Rainham & local memories
Read and share memories of Rainham and Essex inspired by Frith photos.
My father Sidney Edward Nurden whose name is on the war memorial at The Broadway at Rainham. He died from wounds he received in France in 1944 aged 28 years. He is buried in the cemetary in Upminster Road where there are now several others from the Nurden family including my mother Lucy Maud Nurden whose ashes are scattered on my father's grave. I think we used to call the Broadway the Clock Tower and it was always a very busy place as to go anywhere you had to get a bus, 103, 87, 52. The Rainham Church was also one placeIi remember well with church parades in the Cubs and Scouts. Rainham was a great place to grow up and I have very fond memories.
Essex Boy 1949-59 See On-Line
I moved to Rainham in 1953. My memories are on-line in Essex Boy 1949-1959 and also on the Walthamstow Memories website. I lived at 45 Brookway. I went to Rainham school in class of Miss Legg and Mrs Davies...Anyway, see on line. The printed version is in the London Borough of Havering Library and Essex Record Office...
My Young Days on The Farm.
I was born in 1948 in South Hall Farms little cottage, which as I know is still there. The farm was owned by the Gunarys, I lived there until I was 19. I went to Lambs Lane Secondary School which ajoined the farm, so I could go over the fields and through the hole in the wire fence then I was at school. All my school friends had great fun playing on the farm, used to go fishing down the little brook which is just past the cottage going toward Wennington. Wennington is where I went to school from 5 to11 which was next to the church, the school is now a house opposite Church Lane. When I left school of course I went to work on the farm, then to Murex down Ferry Lane. The names I mostly remember from Rainham are the Hockleys, Barnards, Gregorys.
Blacksmith - Great Grandfather
My great grandfather Frederic Fynn, came to Rainham in 1875 after he married Louisa Virgin of Ilford. He had his shop in Back Lane. He had a number of children, one being my grandfather Harry Robert Fynn. My father Henry John Fynn, was also born in Rainham, but I was born in Dagenham, in Becontree Avenue in 1946.

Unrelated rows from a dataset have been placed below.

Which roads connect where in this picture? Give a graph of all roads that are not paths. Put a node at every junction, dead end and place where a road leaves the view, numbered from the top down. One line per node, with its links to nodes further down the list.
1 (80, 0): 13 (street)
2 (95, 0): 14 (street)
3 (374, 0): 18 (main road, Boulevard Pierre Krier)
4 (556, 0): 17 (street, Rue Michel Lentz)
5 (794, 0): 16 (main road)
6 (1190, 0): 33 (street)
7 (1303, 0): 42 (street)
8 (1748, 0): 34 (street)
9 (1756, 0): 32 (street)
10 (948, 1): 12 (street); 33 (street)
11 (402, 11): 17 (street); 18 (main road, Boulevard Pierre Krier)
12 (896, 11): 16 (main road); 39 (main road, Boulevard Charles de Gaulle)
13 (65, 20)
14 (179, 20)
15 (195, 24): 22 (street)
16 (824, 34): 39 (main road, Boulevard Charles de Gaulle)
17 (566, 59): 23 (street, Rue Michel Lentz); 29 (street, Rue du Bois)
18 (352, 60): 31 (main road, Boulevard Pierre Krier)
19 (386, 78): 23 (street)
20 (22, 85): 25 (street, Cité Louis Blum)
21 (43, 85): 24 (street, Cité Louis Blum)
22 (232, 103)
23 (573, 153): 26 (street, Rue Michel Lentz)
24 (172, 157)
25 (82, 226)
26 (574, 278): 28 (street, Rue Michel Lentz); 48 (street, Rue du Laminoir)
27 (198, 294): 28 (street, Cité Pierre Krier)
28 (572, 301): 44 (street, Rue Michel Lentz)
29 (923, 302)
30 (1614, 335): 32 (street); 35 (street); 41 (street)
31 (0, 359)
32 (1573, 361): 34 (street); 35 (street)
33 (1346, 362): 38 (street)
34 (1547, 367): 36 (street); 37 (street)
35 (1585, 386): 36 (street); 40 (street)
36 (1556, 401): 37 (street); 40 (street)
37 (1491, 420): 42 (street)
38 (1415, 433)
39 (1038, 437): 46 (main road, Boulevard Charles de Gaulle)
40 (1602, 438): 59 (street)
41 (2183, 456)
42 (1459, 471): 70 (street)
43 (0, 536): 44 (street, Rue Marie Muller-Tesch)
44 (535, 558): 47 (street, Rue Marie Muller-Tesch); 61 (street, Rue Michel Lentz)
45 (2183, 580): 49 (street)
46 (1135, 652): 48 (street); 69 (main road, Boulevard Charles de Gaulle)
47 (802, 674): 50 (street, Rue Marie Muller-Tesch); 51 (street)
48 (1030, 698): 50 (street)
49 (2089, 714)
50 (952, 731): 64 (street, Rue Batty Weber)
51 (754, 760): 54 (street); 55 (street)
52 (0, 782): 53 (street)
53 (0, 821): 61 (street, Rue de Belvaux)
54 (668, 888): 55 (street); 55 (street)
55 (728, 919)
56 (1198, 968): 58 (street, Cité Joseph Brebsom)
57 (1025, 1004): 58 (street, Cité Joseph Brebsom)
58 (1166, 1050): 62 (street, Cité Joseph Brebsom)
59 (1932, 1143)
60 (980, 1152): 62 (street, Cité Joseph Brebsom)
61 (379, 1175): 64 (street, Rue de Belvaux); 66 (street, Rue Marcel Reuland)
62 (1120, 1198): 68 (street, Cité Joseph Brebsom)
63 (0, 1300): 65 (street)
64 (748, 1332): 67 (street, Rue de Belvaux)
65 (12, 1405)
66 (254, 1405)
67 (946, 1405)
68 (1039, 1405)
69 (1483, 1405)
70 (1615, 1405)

Summers Spent at my Grandparents'
My grandparents moved to Rainham in the 1930s and were there during the Second World War. After the war my mother married at St Helen's and St Gile's and when I was born, in 1952, my earliest and fondest memories are of my grandparents' house on Wilfred Avenue. Granddad helped start Rainham F.C. and was always running about arranging dances and raffles for fund raising for the club but there was always time to drive to Tilbury Fort to watch the ships pass down the river Thames or walk up to Wennington Road to buy sweets. Sadly the football club doesn't exist any more.
My Early Childhood Years
My grandfather worked at Murex down by the river and I loved being able to pick him up from work on the odd occassion with my late Mum, Dad and younger sister as we would be allowed to see any boats passing. I still love the sight of water ways today and I am nearly 50 years of age, I adore the River Thames and the homely boats on its water in London that I see on my journeys with National Express. Memories are so precious and I am glad we all have them! Rainham will always hold my roots even though I live many miles away now since I married in 1980.